Cette décision est une "gifle", s'est indigné le responsable politique d'extrême droite italien Matteo Salvini.
"Ces meurtriers n'ont jamais payé leur facture à la justice italienne et à la lumière de la décision d'aujourd'hui, ils ne le feront probablement jamais", a regretté Giorgia Meloni, dirigeante du parti Frères d'Italie, déplorant une décision "inacceptable et honteuse".
Un possible pourvoi en cassation
Lors des audiences qui se sont déroulées du 23 mars au 15 juin, les anciens militants acceptant de s'exprimer ont raconté aux magistrats leur vie en France depuis parfois quarante ans.
Tous se croyaient protégés par la doctrine Mitterrand, ont-il fait valoir. Le président socialiste François Mitterrand (1981-1995) s'était engagé à ne pas extrader les anciens activistes ayant rompu avec leur passé.
La présence dans l'Hexagone de ces anciens militants a empoisonné les relations entre la France et l'Italie depuis les années 1980.
"C'est un moment historique de la relation franco-italienne" et "une prise de conscience par la France, après des années d'atermoiements, voire une certaine complaisance, du traumatisme des années de plomb", s'était félicité l'Élysée lors des arrestations.

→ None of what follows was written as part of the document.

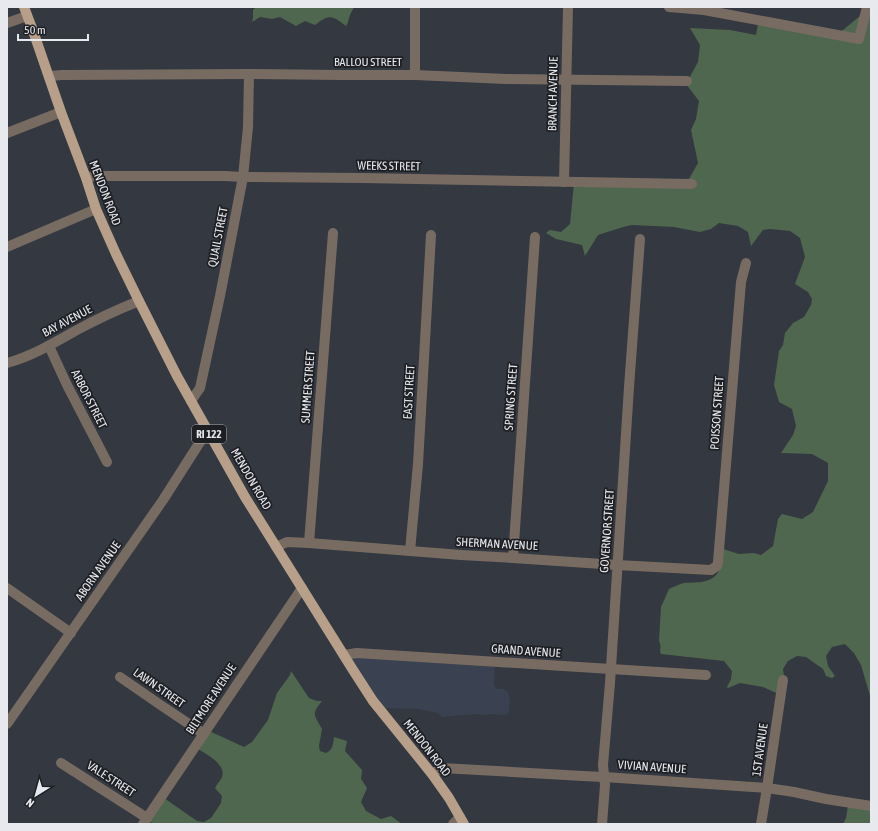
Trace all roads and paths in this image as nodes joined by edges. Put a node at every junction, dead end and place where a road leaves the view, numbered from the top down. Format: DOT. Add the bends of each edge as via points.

Emmanuel Macron "a souhaité régler ce sujet. Ces interpellations clôturent totalement ce dossier", avait ajouté la présidence.
La décision d'ordonner ces dix arrestations "est un signe de la pleine compréhension des drames vécus dans notre pays pendant les années de plomb et surtout de la confiance du gouvernement français" dans les institutions italiennes, a précisé mercredi la ministre Cartabia.
Dans un communiqué, le procureur général près la cour d'appel Rémy Heitz a indiqué que les décisions étaient "susceptibles de faire l'objet d'un pourvoi en cassation".
"L'autorité judiciaire française s'est prononcée souverainement et le ministère de la Justice n'a pas à commenter cette décision", a déclaré la Chancellerie, sollicitée par l'AFP, tout en affirmant "le haut niveau de confiance réciproque entre les autorités françaises et les autorités italiennes qui partagent une conception exigeante de l'État de droit".
L'avocat de l'État italien William Julié a dit attendre la position du parquet général et le détail des motivations de la cour.